Source records
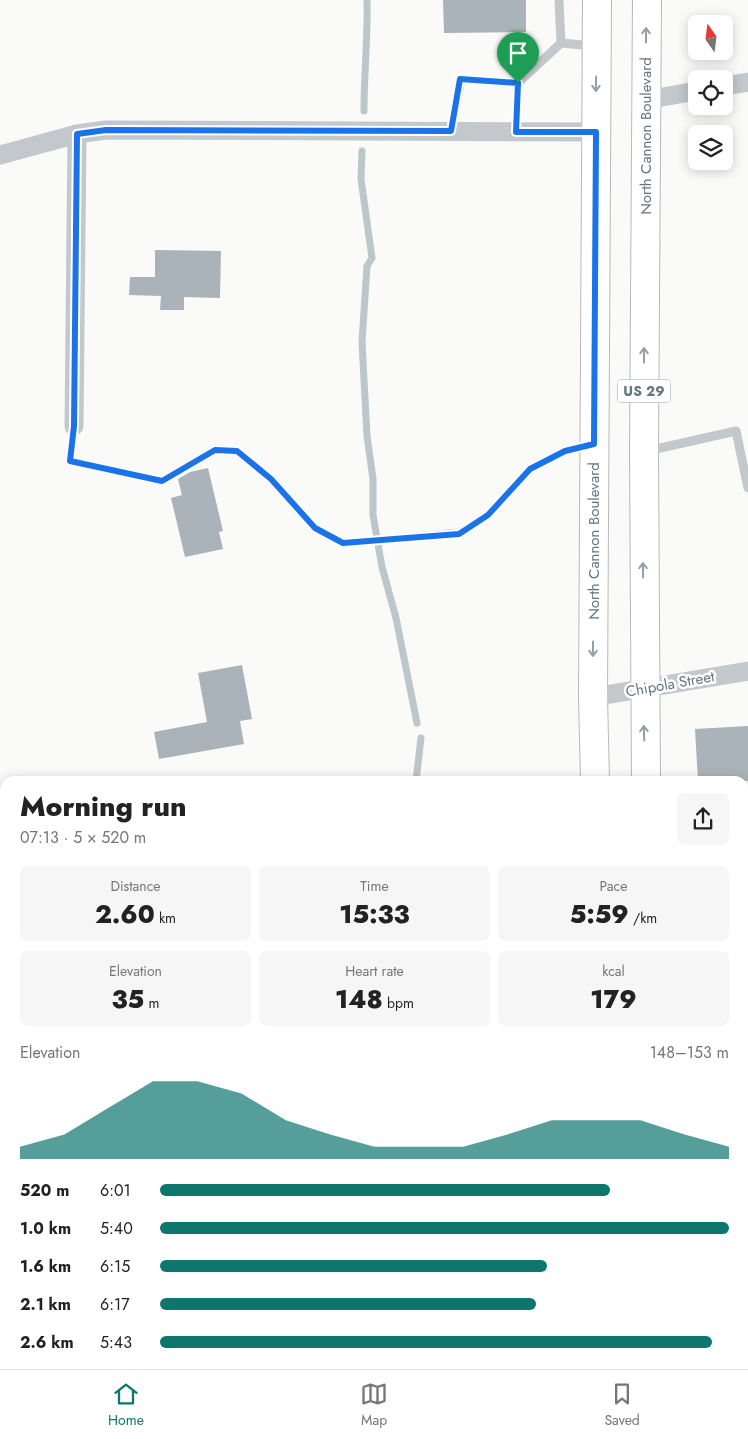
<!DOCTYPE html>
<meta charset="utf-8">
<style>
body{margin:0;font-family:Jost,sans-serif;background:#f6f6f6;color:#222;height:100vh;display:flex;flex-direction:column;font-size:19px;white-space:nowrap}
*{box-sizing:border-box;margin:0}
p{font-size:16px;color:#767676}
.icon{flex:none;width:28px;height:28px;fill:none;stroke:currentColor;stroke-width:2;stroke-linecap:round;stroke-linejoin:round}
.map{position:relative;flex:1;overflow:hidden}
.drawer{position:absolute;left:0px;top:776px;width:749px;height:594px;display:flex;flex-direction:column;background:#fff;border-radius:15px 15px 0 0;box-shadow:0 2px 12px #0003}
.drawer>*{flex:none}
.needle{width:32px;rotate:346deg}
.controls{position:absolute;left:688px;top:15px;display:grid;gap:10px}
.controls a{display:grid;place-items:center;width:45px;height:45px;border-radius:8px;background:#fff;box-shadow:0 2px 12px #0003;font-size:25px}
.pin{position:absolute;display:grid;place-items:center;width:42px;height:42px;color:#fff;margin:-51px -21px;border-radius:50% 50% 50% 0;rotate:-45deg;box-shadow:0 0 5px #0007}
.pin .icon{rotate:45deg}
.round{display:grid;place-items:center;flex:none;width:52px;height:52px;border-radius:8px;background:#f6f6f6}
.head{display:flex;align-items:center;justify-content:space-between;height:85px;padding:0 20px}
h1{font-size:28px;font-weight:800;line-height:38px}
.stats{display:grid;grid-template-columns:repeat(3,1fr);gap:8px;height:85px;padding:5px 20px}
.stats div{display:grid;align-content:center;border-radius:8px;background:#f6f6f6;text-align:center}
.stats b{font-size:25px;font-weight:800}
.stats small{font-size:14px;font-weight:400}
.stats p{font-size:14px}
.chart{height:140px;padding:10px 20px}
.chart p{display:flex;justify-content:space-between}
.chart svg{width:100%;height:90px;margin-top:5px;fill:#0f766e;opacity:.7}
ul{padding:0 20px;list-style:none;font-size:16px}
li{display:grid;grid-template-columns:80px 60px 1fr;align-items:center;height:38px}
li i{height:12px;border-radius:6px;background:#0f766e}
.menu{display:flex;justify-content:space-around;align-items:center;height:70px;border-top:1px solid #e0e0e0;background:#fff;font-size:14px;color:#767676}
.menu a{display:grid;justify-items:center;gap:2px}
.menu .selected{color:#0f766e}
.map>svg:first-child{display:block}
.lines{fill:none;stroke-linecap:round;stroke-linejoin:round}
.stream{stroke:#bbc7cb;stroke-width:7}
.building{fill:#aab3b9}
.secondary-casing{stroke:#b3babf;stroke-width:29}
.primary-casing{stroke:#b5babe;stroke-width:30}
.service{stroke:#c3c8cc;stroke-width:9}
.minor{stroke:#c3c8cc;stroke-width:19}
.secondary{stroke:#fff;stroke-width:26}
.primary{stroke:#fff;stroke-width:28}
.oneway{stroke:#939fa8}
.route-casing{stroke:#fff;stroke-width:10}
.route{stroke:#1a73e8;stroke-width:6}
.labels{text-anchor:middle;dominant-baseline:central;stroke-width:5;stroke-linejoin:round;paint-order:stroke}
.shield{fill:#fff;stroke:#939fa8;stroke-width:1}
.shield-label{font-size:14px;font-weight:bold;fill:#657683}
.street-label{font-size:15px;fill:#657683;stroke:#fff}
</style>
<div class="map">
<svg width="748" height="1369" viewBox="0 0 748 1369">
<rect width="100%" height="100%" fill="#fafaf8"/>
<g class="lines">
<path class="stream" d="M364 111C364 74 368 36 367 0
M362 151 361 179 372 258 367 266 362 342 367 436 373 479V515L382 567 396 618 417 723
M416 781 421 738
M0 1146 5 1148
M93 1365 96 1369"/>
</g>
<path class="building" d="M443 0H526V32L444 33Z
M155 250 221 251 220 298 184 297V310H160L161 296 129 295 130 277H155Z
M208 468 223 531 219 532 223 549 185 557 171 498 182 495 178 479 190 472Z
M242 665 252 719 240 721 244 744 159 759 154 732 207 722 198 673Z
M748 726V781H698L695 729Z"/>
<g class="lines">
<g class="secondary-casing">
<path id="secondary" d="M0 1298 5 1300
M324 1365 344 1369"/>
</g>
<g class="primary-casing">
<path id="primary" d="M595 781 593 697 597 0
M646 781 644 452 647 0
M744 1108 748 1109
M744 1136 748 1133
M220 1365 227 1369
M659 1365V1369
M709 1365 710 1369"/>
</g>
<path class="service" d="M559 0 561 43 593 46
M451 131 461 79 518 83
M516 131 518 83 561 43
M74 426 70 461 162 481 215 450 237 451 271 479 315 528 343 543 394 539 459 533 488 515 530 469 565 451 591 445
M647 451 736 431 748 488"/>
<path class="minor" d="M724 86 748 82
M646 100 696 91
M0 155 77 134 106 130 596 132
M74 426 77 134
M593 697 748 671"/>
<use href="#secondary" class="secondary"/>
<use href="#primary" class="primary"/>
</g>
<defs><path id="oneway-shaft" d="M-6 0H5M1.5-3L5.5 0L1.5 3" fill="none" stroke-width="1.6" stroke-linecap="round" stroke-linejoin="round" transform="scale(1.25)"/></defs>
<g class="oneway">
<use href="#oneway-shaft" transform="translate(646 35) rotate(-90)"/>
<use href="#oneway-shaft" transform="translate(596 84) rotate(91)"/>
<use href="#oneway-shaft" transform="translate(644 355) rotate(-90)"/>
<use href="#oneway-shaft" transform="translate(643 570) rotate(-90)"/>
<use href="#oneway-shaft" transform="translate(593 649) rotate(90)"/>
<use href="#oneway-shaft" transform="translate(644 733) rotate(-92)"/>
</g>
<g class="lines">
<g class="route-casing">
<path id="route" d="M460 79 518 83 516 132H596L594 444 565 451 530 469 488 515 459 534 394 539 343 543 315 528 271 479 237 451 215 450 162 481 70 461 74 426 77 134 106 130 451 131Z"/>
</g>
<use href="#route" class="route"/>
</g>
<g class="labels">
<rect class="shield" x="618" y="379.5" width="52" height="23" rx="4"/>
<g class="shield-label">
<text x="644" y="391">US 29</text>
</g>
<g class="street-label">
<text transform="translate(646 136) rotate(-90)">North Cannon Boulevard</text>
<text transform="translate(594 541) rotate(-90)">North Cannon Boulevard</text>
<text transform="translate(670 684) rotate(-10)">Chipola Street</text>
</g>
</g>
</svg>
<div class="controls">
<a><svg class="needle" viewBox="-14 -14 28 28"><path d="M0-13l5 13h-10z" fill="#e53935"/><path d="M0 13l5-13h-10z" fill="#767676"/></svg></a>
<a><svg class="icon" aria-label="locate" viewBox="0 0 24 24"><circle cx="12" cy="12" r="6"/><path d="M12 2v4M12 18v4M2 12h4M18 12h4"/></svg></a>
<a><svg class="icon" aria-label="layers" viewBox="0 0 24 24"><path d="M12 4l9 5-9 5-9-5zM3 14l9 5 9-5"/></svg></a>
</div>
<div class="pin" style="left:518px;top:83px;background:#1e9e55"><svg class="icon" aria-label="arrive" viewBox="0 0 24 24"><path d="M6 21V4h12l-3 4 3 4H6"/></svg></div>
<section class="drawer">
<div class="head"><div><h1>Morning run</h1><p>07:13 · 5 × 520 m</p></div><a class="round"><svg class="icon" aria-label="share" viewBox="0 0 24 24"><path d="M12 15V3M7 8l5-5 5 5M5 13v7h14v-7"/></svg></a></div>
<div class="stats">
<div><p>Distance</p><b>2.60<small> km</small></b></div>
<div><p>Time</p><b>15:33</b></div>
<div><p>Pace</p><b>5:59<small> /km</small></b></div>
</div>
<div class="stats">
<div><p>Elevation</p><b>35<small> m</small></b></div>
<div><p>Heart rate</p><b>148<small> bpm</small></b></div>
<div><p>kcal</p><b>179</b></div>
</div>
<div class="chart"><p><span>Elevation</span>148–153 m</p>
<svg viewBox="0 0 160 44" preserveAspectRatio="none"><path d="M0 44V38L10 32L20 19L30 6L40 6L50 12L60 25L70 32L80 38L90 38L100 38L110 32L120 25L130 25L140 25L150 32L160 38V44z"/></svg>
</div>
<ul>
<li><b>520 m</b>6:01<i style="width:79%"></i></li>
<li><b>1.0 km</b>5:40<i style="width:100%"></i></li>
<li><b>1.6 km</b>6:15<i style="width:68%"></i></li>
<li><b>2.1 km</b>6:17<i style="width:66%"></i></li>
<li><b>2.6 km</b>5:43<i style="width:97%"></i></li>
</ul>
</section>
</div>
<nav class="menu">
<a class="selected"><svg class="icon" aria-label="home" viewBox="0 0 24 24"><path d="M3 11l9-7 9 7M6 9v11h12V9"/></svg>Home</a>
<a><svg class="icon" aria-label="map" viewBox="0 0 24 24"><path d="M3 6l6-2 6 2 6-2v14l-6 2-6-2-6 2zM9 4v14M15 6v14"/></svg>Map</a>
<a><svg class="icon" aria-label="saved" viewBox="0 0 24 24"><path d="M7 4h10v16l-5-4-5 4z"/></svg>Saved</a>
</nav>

## Instructions to follow
Copy out all the lines of the records that include "controls".

## Task result
.controls{position:absolute;left:688px;top:15px;display:grid;gap:10px}
.controls a{display:grid;place-items:center;width:45px;height:45px;border-radius:8px;background:#fff;box-shadow:0 2px 12px #0003;font-size:25px}
<div class="controls">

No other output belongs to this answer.